# can someone identify this plant?



## Lorren68 (Sep 15, 2011)

Found this today while hunting, I have never seen it before.


----------



## rip18 (Sep 16, 2011)

Euonymus americanus - American Strawberry Bush aka Hearts-a-Burstin (with love?) aka Bursting Hearts

It's an understory shrub that deer feed heavily on at times (though it is seldom common enough to make up a significant portion of their diet).


----------



## dawg2 (Sep 16, 2011)

rip18 said:


> Euonymus americanus - American Strawberry Bush aka Hearts-a-Burstin (with love?) aka Bursting Hearts
> 
> It's an understory shrub that deer feed heavily on at times (though it is seldom common enough to make up a significant portion of their diet).



What he said.  It is considered "deer ice cream."


----------



## NCHillbilly (Sep 16, 2011)

x3.


----------



## GAnaturalist (Sep 16, 2011)

The seeds were crushed and mixed with maiden hair fern root, used to kill lice in the hair.


----------



## Lorren68 (Sep 23, 2011)

GAnaturalist said:


> The seeds were crushed and mixed with maiden hair fern root, used to kill lice in the hair.



WOW I learn some of the coolest things on the forum!!!


----------



## Capt Quirk (Sep 23, 2011)

With a name that has Strawberry in it, is it edible?


----------



## farmer (Sep 23, 2011)

Capt Quirk said:


> With a name that has Strawberry in it, is it edible?

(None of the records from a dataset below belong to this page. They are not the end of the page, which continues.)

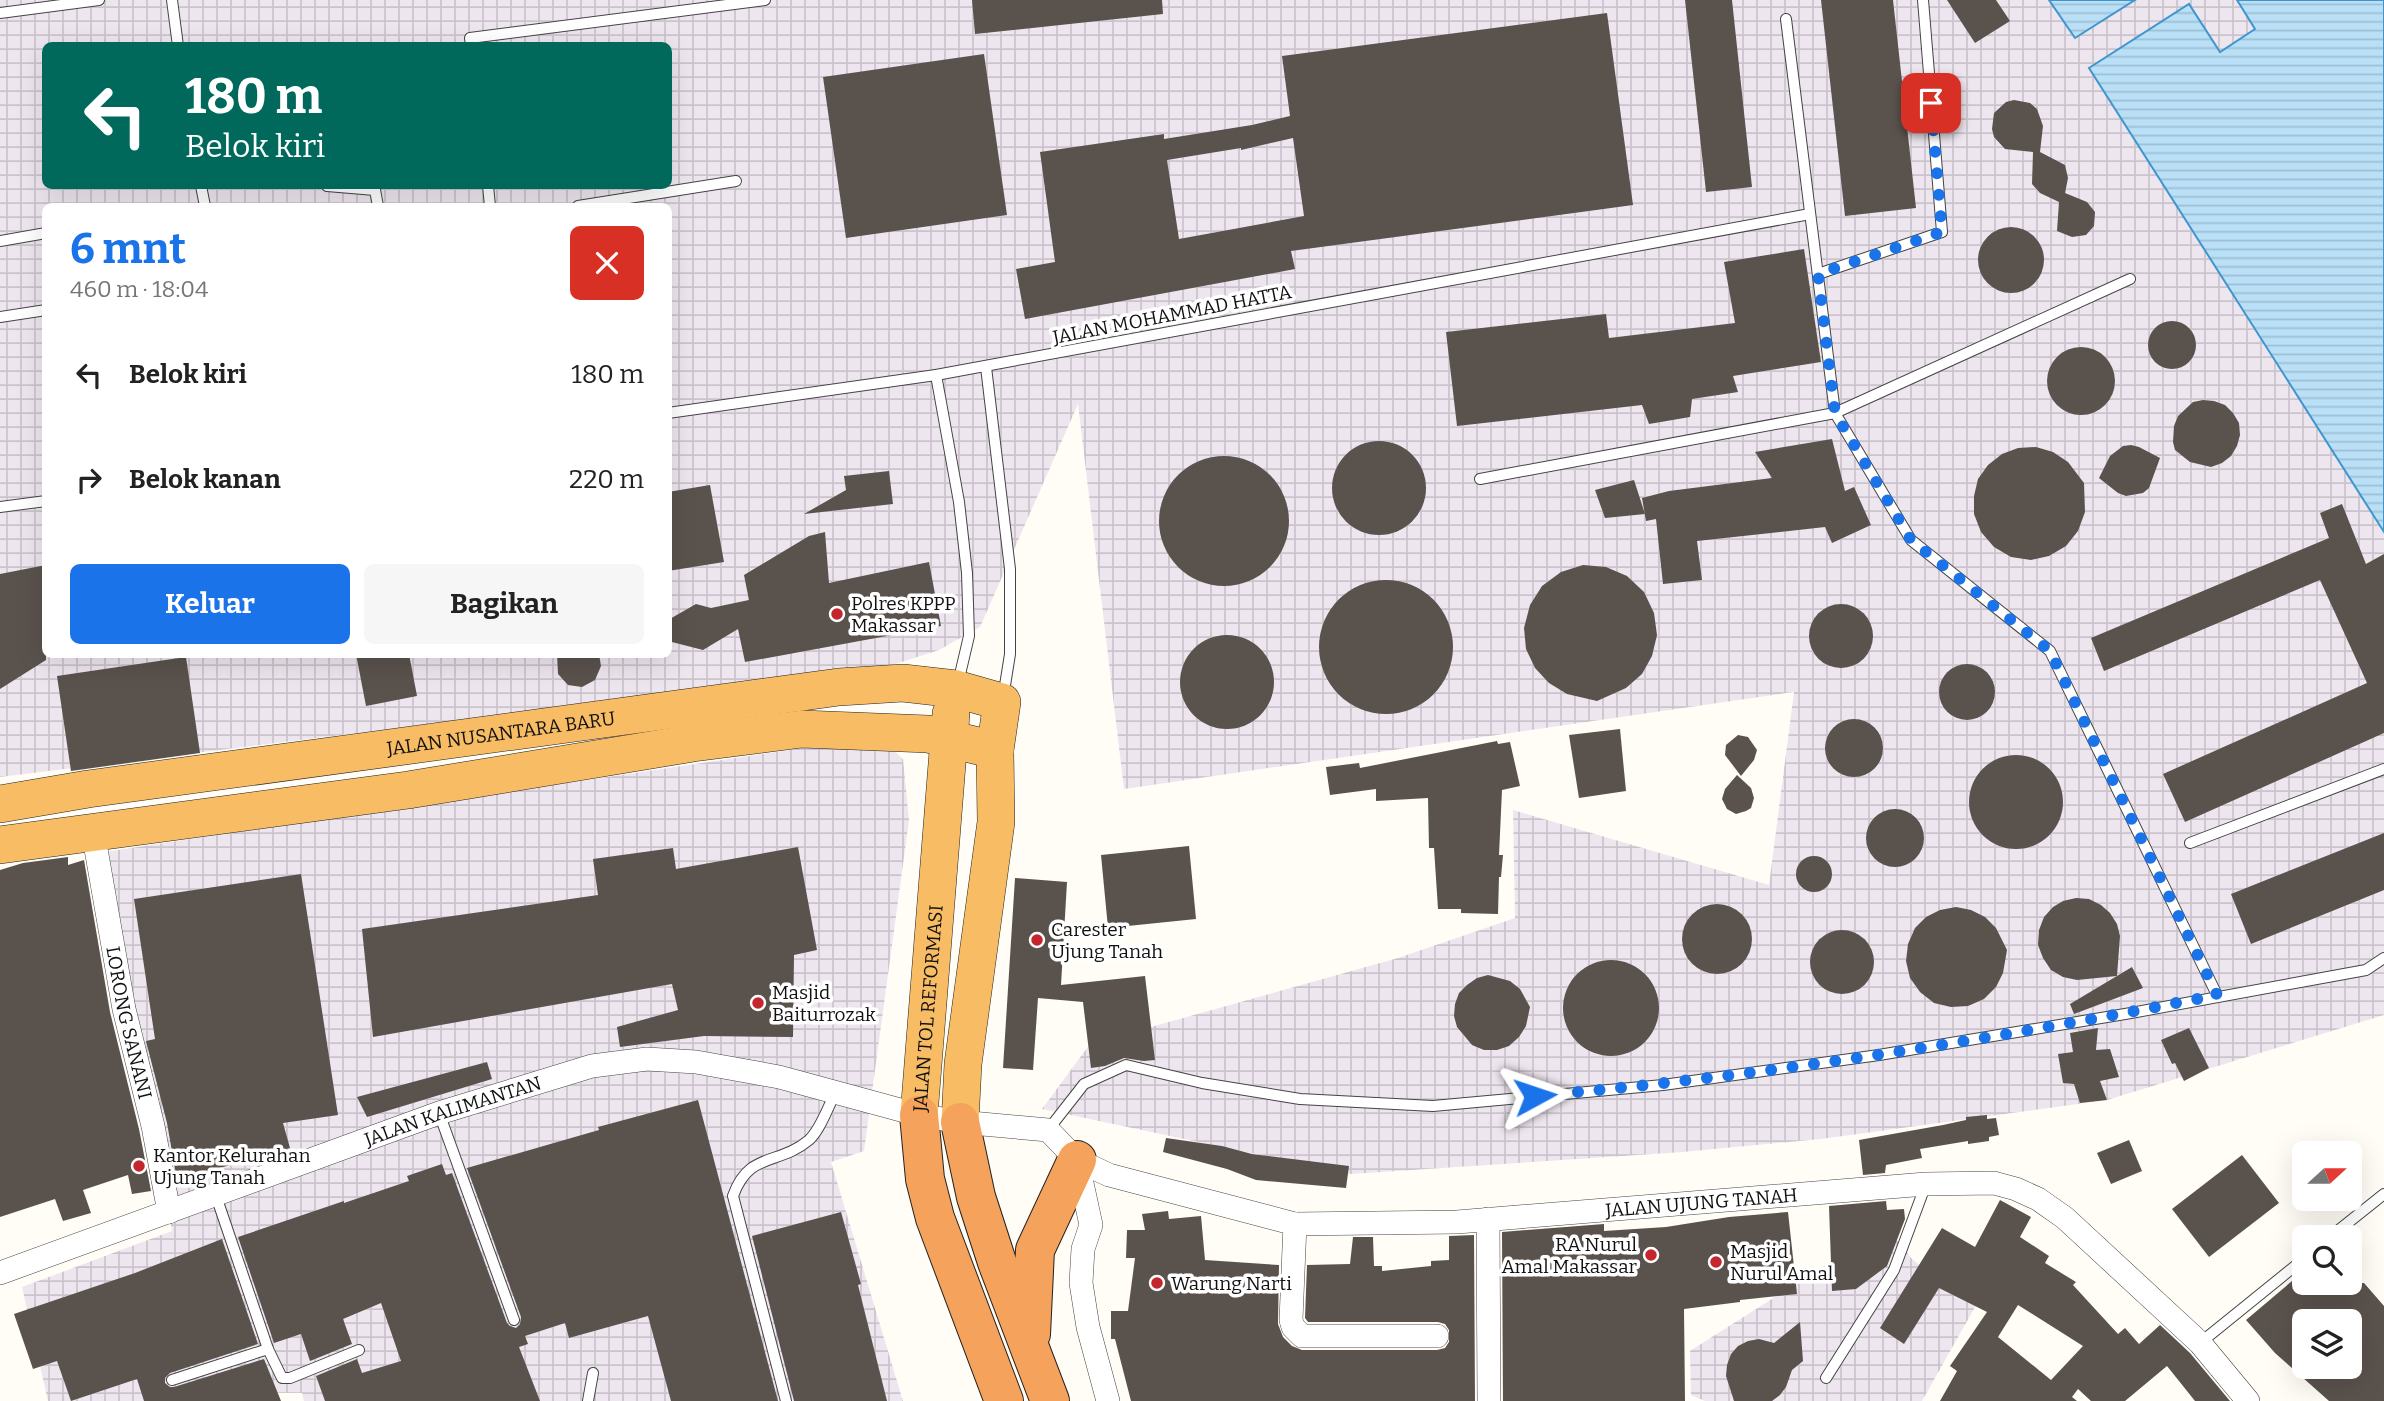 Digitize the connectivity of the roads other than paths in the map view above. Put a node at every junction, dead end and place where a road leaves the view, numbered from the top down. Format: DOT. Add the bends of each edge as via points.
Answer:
graph roads {
  1 [pos="99,0"];
  2 [pos="172,0"];
  3 [pos="765,0"];
  4 [pos="1923,0"];
  5 [pos="0,13"];
  6 [pos="1786,19"];
  7 [pos="177,42"];
  8 [pos="470,42"];
  9 [pos="736,181"];
  10 [pos="363,189"];
  11 [pos="377,203"];
  12 [pos="597,203"];
  13 [pos="1810,215"];
  14 [pos="42,234"];
  15 [pos="0,241"];
  16 [pos="1818,274"];
  17 [pos="2130,279"];
  18 [pos="42,311"];
  19 [pos="0,317"];
  20 [pos="986,367"];
  21 [pos="936,375"];
  22 [pos="672,412"];
  23 [pos="1835,413"];
  24 [pos="1480,479"];
  25 [pos="42,502"];
  26 [pos="0,507"];
  27 [pos="956,689"];
  28 [pos="1002,702"];
  29 [pos="949,738"];
  30 [pos="447,741"];
  31 [pos="995,750"];
  32 [pos="2384,769"];
  33 [pos="453,783"];
  34 [pos="0,804"];
  35 [pos="93,832"];
  36 [pos="2190,843"];
  37 [pos="0,845"];
  38 [pos="2384,958"];
  39 [pos="2217,995"];
  40 [pos="836,1092"];
  41 [pos="439,1113"];
  42 [pos="919,1115"];
  43 [pos="960,1122"];
  44 [pos="1048,1130"];
  45 [pos="1077,1160"];
  46 [pos="1926,1184"];
  47 [pos="2384,1194"];
  48 [pos="216,1196"];
  49 [pos="169,1212"];
  50 [pos="1488,1219"];
  51 [pos="1295,1224"];
  52 [pos="2345,1225"];
  53 [pos="2292,1269"];
  54 [pos="0,1273"];
  55 [pos="514,1320"];
  56 [pos="1437,1336"];
  57 [pos="2200,1343"];
  58 [pos="268,1349"];
  59 [pos="1030,1349"];
  60 [pos="359,1350"];
  61 [pos="593,1373"];
  62 [pos="1826,1378"];
  63 [pos="172,1380"];
  64 [pos="588,1401"];
  65 [pos="786,1401"];
  66 [pos="1004,1401"];
  67 [pos="1050,1401"];
  68 [pos="1108,1401"];
  69 [pos="1489,1401"];
  70 [pos="2248,1401"];
  1 -- 5 [label="lane"];
  2 -- 7 [label="lane"];
  3 -- 8 [label="lane" via="470,38"];
  4 -- 16 [label="lane" via="1942,232"];
  6 -- 13 [label="lane"];
  9 -- 12 [label="lane"];
  10 -- 11 [label="lane" via="375,190"];
  13 -- 16 [label="lane"];
  13 -- 20 [label="lane, JALAN MOHAMMAD HATTA"];
  14 -- 15 [label="lane"];
  16 -- 23 [label="lane"];
  17 -- 23 [label="lane"];
  18 -- 19 [label="lane"];
  20 -- 21 [label="lane, JALAN MOHAMMAD HATTA"];
  20 -- 28 [label="lane" via="1010,569 1010,654"];
  21 -- 22 [label="lane, JALAN MOHAMMAD HATTA"];
  21 -- 27 [label="lane" via="967,573 970,636"];
  23 -- 24 [label="lane"];
  23 -- 39 [label="lane" via="1911,540 2050,651"];
  25 -- 26 [label="lane"];
  27 -- 28 [label="highway, JALAN NUSANTARA BARU"];
  27 -- 29 [label="highway, JALAN TOL REFORMASI"];
  27 -- 30 [label="highway, JALAN NUSANTARA BARU" via="903,683 839,687"];
  28 -- 31 [label="highway, JALAN TOL REFORMASI"];
  29 -- 31 [label="highway, JALAN NUSANTARA BARU"];
  29 -- 33 [label="highway, JALAN NUSANTARA BARU" via="802,729"];
  29 -- 42 [label="highway, JALAN TOL REFORMASI"];
  30 -- 33 [label="highway"];
  30 -- 34 [label="highway, JALAN NUSANTARA BARU"];
  31 -- 43 [label="highway, JALAN TOL REFORMASI" via="996,822 962,1064"];
  32 -- 36 [label="lane"];
  33 -- 35 [label="highway, JALAN NUSANTARA BARU"];
  35 -- 37 [label="highway, JALAN NUSANTARA BARU"];
  35 -- 49 [label="street, LORONG SANANI" via="124,1009"];
  38 -- 39 [label="lane" via="2366,970"];
  39 -- 44 [label="lane" via="2131,1013 1744,1074 1433,1105 1300,1099 1126,1065 1083,1084"];
  40 -- 41 [label="street, JALAN KALIMANTAN" via="696,1062 647,1059 592,1066"];
  40 -- 42 [label="street, JALAN KALIMANTAN"];
  40 -- 65 [label="lane" via="812,1138 795,1150 754,1165 739,1179 733,1196"];
  41 -- 48 [label="street, JALAN KALIMANTAN"];
  41 -- 55 [label="lane"];
  42 -- 43 [label="street, JALAN KALIMANTAN"];
  42 -- 66 [label="highway, JALAN TOL REFORMASI" via="925,1179 935,1218"];
  43 -- 44 [label="street, JALAN KALIMANTAN"];
  43 -- 59 [label="highway, JALAN TOL REFORMASI" via="976,1196"];
  44 -- 45 [label="street"];
  45 -- 51 [label="street, JALAN UJUNG TANAH" via="1109,1175"];
  45 -- 59 [label="highway" via="1035,1250"];
  45 -- 68 [label="street" via="1091,1225 1083,1249 1081,1283"];
  46 -- 50 [label="street, JALAN UJUNG TANAH"];
  46 -- 57 [label="street, JALAN UJUNG TANAH" via="1994,1183 2038,1199 2065,1218"];
  46 -- 62 [label="lane" via="1894,1270"];
  47 -- 52 [label="lane"];
  48 -- 49 [label="street, JALAN KALIMANTAN"];
  48 -- 58 [label="lane"];
  49 -- 54 [label="street, JALAN KALIMANTAN"];
  50 -- 51 [label="street, JALAN UJUNG TANAH"];
  50 -- 69 [label="street"];
  51 -- 56 [label="street" via="1291,1320 1301,1336"];
  53 -- 57 [label="lane"];
  57 -- 70 [label="street, JALAN UJUNG TANAH"];
  58 -- 60 [label="lane" via="285,1379"];
  58 -- 63 [label="lane"];
  59 -- 67 [label="highway, JALAN TOL REFORMASI"];
  61 -- 64 [label="lane"];
}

They're not considered edible.


----------



## Capt Quirk (Sep 23, 2011)

farmer said:


> They're not considered edible.



 In my opinion, if'n you name something after something else that is edible, it better well be good to eat!


----------



## chief1941 (Sep 24, 2011)

rip18 said:


> Euonymus americanus - American Strawberry Bush aka Hearts-a-Burstin (with love?) aka Bursting Hearts
> 
> It's an understory shrub that deer feed heavily on at times (though it is seldom common enough to make up a significant portion of their diet).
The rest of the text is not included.